Without the Testable Architecture approach, it would be difficult to monitor a runtime environment to understand the status of a business transaction, or more importantly to detect that a problem has occurred. This is due to the lack of a validated global model description of the architecture. Some solutions are available that are based on rules being used to detect certain specific situations (e.g. using Complex Event Processing - CEP), and then perform some remedial actions. However these are driven from manually defined rules, that may be incomplete or inaccurate. The other approach that can be used is to monitor new business transactions based on templates created by monitoring past transactions. Although this can be useful, it makes the assumption that previous transactions were correct, and that future transactions will not change - which they invariably do in an evolving business.

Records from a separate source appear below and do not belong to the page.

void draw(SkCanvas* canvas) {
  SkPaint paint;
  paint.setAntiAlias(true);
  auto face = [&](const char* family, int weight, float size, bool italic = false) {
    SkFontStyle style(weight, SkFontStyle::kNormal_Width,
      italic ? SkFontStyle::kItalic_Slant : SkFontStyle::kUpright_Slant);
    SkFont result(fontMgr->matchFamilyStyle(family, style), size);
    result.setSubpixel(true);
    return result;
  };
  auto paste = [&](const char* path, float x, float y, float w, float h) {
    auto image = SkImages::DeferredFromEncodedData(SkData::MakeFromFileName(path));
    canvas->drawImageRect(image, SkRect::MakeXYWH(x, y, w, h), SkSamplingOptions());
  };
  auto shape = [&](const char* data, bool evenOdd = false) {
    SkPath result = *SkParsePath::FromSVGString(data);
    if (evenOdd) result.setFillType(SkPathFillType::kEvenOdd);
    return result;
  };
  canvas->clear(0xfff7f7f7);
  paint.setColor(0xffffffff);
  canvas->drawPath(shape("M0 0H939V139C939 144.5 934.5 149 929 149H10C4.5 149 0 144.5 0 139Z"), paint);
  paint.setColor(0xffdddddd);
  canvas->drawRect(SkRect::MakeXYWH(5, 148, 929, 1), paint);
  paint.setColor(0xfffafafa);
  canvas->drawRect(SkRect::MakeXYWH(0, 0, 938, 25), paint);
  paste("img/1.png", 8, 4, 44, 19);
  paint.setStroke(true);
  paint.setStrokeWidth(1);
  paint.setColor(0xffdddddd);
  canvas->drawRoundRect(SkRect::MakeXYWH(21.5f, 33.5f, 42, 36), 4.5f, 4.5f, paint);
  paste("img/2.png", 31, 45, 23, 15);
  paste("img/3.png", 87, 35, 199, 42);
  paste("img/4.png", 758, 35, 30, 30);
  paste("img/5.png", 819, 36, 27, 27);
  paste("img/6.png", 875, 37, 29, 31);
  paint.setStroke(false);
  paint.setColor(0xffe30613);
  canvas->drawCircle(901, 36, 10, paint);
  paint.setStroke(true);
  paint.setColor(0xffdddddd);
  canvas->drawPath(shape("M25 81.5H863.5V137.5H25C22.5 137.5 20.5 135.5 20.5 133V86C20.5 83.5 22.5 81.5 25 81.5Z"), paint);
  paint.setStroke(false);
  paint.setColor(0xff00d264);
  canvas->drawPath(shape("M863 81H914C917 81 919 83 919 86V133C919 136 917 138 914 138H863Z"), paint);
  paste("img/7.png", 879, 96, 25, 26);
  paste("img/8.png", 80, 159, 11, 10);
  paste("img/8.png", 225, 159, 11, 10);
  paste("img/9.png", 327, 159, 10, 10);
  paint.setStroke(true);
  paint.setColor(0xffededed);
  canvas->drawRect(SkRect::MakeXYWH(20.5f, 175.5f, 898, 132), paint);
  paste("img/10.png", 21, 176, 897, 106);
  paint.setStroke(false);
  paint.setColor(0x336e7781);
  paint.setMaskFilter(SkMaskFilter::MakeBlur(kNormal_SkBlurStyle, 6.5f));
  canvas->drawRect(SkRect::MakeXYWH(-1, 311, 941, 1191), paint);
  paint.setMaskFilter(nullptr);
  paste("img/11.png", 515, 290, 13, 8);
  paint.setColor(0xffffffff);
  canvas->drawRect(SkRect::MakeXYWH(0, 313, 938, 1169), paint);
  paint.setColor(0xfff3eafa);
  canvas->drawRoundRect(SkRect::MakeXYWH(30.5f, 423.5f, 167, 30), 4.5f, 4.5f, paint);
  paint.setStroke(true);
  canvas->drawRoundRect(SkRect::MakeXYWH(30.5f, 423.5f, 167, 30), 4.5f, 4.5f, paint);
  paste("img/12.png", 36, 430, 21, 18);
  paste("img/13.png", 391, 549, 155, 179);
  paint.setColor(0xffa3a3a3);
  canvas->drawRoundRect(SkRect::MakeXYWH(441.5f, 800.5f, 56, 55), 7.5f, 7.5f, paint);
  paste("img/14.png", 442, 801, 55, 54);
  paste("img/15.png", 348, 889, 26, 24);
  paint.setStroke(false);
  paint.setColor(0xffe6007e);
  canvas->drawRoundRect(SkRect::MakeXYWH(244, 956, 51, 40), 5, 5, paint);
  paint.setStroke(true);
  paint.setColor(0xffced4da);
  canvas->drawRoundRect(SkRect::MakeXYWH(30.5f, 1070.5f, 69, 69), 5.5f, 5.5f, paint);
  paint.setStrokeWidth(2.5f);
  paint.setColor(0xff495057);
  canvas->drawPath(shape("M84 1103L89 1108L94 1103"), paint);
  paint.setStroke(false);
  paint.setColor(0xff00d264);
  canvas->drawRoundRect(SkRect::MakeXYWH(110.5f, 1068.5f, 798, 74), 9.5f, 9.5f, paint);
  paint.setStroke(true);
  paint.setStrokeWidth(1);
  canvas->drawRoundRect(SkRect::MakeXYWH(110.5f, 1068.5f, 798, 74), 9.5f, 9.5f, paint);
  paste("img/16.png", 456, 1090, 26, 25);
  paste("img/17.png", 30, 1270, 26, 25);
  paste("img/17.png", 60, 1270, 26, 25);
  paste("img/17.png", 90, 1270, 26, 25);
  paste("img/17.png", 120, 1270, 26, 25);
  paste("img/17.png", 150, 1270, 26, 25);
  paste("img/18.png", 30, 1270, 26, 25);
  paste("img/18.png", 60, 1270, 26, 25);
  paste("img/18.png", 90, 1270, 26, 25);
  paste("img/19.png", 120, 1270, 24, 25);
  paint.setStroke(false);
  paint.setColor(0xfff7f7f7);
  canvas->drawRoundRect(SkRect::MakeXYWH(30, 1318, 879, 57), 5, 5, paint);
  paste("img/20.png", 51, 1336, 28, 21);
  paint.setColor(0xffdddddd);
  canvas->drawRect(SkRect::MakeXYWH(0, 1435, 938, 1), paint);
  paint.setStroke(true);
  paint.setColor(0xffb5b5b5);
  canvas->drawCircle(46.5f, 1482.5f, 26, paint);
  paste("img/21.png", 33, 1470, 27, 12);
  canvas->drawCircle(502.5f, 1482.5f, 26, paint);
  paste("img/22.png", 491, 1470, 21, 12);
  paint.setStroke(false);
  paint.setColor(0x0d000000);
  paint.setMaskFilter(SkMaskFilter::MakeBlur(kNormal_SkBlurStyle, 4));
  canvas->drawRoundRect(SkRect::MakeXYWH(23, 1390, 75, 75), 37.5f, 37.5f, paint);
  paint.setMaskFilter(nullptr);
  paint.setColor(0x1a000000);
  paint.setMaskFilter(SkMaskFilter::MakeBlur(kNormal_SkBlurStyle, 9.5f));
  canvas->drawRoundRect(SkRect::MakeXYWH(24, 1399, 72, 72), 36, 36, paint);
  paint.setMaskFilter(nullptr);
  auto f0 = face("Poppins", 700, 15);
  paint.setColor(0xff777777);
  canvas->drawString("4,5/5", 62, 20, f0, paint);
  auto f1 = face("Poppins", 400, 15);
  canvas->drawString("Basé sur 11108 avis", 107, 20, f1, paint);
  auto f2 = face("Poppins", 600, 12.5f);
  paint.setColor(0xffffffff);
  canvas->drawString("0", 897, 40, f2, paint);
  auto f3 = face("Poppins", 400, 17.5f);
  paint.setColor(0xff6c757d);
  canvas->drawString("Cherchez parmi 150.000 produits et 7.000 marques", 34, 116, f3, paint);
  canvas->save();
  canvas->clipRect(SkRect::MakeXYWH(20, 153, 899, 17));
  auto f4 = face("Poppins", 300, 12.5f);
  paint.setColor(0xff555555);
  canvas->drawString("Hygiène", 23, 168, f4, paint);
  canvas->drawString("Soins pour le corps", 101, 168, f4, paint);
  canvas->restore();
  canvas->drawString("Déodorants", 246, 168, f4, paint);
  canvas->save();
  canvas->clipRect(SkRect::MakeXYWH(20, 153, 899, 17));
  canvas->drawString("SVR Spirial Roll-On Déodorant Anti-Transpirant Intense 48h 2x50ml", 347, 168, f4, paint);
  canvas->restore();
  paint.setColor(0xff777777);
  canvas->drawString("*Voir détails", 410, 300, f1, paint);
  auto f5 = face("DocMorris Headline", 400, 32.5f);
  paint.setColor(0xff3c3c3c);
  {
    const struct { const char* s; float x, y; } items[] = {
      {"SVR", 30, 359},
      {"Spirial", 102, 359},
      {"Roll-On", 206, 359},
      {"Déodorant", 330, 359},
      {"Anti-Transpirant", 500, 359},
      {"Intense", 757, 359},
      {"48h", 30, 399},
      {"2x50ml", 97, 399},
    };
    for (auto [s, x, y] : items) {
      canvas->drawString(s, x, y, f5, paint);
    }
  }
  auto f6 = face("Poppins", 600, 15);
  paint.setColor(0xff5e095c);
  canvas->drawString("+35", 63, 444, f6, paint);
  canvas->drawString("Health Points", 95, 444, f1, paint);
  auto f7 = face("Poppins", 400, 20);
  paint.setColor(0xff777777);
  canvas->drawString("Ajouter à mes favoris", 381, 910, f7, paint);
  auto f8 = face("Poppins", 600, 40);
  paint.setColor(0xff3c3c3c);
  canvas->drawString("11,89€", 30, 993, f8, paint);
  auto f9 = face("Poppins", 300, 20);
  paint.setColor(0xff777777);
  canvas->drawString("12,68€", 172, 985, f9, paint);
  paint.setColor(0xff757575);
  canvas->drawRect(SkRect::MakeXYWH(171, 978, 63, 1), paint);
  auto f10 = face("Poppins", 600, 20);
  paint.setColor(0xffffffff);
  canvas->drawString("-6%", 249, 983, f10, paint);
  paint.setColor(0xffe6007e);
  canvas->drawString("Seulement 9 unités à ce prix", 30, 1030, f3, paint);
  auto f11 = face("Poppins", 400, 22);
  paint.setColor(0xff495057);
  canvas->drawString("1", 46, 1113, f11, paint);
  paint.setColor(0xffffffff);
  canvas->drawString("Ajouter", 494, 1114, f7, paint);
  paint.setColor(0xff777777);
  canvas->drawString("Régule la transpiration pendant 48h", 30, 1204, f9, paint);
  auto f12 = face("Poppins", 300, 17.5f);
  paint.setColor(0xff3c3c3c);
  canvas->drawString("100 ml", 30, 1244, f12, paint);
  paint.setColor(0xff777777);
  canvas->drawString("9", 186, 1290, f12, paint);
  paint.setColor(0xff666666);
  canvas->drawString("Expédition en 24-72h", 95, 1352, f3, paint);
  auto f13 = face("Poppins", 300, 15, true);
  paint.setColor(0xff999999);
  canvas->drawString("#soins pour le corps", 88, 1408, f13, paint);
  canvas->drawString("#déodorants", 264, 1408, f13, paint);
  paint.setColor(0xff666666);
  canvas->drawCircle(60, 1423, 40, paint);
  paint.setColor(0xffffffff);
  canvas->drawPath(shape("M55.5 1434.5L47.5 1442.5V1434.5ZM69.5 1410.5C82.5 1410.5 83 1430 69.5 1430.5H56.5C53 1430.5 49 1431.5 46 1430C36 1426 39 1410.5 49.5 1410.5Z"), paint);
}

The key point about Testable Architecture is that everything is driven from the original business requirements, which in turn are used to create a validated global description of the architecture. This architectural description represents the flow of the business transactions across all components in the architecture, and can include other non-functional requirements, such as SLAs, that can also be monitored and enforced at the global level. Using this as the reference model for monitoring an architecture means that as changes are introduced, the reference model will always show the up to date flow that should be executing. It also means that monitored business transactions can be viewed against the original architectural specification, enabling business users to pose questions in a business context.



SAVARA is an open source initiative that aims to provide end to end tooling support and a methodology to guide the use of those tools to assist Enterprise Architects, Subject Matter Experts, Business Analysts, Solution Architects and Developers in the framing and delivery of complex distributed systems that form a business solution. SAVARA supports early testing of design against gathered requirements to ensure formal alignment of requirements and design artefacts as well as providing run time monitoring of the delivered solution against the validated artefacts.

In one case study the net effect was an 80% reduction in the cost of requirements gathering to the definition of the technical contract that drove the delivery, and an indirect saving of 25% across the entire SDLC through early defect detection. SAVARA embodies the four key properties associated with good solutions, namely
Accuracy, Quality, Efficiency and Fidelity.